5. With respect to the disclosure in the application as filed of the combination of features in claim 1, notably the combination of the feature concerning the presence of EDTA with the remaining features of the claim, the following is to be noted.

5.1 Page 13, lines 4-7 refers to EDTA and states that "The divalent metal ion chelator may be a polycarboxylic acid cheating agent, citrate, bathocuproine, bathophen­anthroline, DTPA, ethylenediaminetetraacetic acid (EDTA), EGTA, penicillamine, TETA, TPEN, and derivatives thereof". Any preference for EDTA over the other divalent metal ion chelators in the list is not derivable from this passage.

5.2 The appellant submitted that the selection of EDTA from the list at page 13, lines 4-7 could be considered to be the result of the deletion of the other members of one single list and was therefore allowable under Article 123(2) EPC.

The board cannot follow this argument, because in order to arrive at the combination of features of the method of claim 1, additional selections have to be made, i.e. the pH value (between 4.5 and 6.9 or between 8.6 and 10), the free calcium concentration (see original claims 25-28 for possible concentration ranges), the free ion concentration of a divalent metal cation other than zinc and calcium (see original claims 29-32), the GLA-residue containing serine protease (see original claims 24 and 40), and the nature of the at least one purification step (see page 11, lines 27-36 and page 33, lines 10-23). The claimed combination of features is thus the result of selections from more than one list.

5.3 The question thus arises whether a preference for EDTA as divalent metal ion chelator in the context of the remaining features of claim 1 is directly and unambiguously derivable from other parts of the application as filed. The board notes that apart from the passage on page 13, lines 4-7 discussed above, reference to EDTA is made only in the examples section of the application as filed.

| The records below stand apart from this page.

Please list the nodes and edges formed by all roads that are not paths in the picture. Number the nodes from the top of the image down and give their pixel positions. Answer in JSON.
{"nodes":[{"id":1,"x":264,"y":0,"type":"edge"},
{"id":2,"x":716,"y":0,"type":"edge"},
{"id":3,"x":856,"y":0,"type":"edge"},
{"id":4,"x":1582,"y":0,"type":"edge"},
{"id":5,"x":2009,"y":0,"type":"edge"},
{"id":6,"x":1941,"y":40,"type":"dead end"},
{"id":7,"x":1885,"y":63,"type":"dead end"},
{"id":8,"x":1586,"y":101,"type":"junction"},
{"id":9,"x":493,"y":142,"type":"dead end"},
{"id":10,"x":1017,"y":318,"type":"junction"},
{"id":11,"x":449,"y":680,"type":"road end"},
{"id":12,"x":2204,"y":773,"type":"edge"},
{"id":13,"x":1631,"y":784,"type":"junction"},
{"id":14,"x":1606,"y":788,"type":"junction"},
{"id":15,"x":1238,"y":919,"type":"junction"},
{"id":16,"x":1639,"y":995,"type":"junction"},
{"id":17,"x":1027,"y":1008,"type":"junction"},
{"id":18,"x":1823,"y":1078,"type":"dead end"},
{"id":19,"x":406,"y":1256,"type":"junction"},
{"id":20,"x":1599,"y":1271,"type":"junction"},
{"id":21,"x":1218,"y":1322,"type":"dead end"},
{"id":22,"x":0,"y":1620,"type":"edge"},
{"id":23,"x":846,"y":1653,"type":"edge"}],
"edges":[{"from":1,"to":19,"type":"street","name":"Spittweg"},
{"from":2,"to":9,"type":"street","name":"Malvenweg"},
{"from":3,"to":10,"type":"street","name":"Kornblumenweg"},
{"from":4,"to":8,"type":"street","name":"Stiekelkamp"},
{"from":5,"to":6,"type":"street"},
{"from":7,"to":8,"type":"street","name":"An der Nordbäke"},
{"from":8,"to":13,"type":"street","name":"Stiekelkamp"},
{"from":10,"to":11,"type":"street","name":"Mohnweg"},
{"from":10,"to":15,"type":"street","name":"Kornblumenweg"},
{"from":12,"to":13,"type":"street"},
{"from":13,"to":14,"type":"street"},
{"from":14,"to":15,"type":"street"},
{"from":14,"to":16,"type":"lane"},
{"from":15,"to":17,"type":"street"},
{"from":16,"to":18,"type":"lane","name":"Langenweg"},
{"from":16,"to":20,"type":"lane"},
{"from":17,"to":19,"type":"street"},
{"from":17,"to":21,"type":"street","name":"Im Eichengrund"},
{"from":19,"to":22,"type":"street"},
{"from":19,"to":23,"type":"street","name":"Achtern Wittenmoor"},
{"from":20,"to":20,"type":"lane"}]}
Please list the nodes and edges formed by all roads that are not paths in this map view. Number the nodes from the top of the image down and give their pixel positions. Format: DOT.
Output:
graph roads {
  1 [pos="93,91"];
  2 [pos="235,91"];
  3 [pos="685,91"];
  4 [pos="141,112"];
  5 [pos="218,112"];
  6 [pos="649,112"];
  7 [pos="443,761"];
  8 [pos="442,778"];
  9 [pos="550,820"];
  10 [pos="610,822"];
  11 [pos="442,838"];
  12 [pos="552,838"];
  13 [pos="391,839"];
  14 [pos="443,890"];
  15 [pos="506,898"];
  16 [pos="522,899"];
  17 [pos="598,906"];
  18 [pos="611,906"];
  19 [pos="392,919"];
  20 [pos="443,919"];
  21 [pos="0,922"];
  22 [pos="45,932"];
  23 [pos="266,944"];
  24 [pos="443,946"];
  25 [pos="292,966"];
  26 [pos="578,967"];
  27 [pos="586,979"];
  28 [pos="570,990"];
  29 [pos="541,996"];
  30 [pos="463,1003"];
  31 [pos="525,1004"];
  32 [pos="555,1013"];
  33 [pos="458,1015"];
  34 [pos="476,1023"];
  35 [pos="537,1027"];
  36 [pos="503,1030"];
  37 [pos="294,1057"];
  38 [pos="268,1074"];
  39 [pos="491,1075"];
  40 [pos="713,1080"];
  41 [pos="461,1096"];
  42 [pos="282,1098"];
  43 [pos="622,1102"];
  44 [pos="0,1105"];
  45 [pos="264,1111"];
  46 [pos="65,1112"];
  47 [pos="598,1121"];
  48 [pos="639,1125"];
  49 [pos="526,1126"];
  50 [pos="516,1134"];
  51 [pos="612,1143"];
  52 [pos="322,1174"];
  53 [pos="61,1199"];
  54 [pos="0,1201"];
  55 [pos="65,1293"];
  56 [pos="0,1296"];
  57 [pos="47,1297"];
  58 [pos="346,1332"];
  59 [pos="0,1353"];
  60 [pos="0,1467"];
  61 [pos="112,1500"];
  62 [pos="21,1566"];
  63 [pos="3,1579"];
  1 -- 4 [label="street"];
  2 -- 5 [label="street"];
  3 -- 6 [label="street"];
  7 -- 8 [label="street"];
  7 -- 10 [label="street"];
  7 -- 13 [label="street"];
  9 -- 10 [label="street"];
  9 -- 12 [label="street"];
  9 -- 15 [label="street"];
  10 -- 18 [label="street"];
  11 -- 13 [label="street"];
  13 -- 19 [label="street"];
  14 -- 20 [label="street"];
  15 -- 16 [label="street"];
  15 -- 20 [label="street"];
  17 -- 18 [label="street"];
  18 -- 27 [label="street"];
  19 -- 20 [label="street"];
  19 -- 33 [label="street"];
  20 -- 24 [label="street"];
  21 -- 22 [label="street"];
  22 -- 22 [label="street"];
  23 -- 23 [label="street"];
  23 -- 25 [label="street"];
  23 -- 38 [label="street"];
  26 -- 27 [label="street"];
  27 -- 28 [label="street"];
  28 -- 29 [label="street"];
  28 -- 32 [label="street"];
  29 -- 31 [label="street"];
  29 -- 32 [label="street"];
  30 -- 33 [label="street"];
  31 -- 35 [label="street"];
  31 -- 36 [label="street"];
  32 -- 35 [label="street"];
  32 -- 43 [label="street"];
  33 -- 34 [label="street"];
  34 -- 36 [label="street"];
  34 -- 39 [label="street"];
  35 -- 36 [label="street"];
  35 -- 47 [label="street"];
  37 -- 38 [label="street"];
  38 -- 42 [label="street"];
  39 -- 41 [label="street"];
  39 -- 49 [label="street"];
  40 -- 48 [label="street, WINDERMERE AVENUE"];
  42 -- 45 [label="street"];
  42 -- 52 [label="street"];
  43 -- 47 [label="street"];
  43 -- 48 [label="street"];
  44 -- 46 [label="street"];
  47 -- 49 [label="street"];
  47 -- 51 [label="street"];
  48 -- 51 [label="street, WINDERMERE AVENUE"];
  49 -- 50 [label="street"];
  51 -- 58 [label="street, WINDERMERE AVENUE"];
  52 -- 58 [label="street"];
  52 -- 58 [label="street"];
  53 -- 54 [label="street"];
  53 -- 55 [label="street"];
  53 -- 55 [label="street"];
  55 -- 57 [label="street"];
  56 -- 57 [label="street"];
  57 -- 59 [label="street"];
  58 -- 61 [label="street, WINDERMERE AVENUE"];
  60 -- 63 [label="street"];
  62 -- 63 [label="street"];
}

5.4 According to the appellant, a basis for EDTA as being the preferred divalent metal ion chelator was provided by Examples 2, 5, 10 and 15 of the application as filed. The appellant submitted that the words "in at least one of said steps" in the context of claim 1 had to be read as meaning that the specified conditions had to be present during a part of the purification step only, and not necessarily throughout it, and that, therefore, said examples described embodiments covered by claim 1.

5.5 Example 2 describes the purification of Factor VIIa by hydrophobic interaction chromatography on a column packed with Toyopearl MD-G Butyl resin. The column was equilibrated with a buffer having a pH of 7.5 and containing calcium and copper ions, then loaded with the Factor VIIa solution and washed with the same buffer. None of the chromatographic stages of equilibration, loading or washing of the column was carried out in the presence of EDTA. The bound Factor VIIa was then eluted using 20 mM EDTA, 50 mM histidine and pH 6.0.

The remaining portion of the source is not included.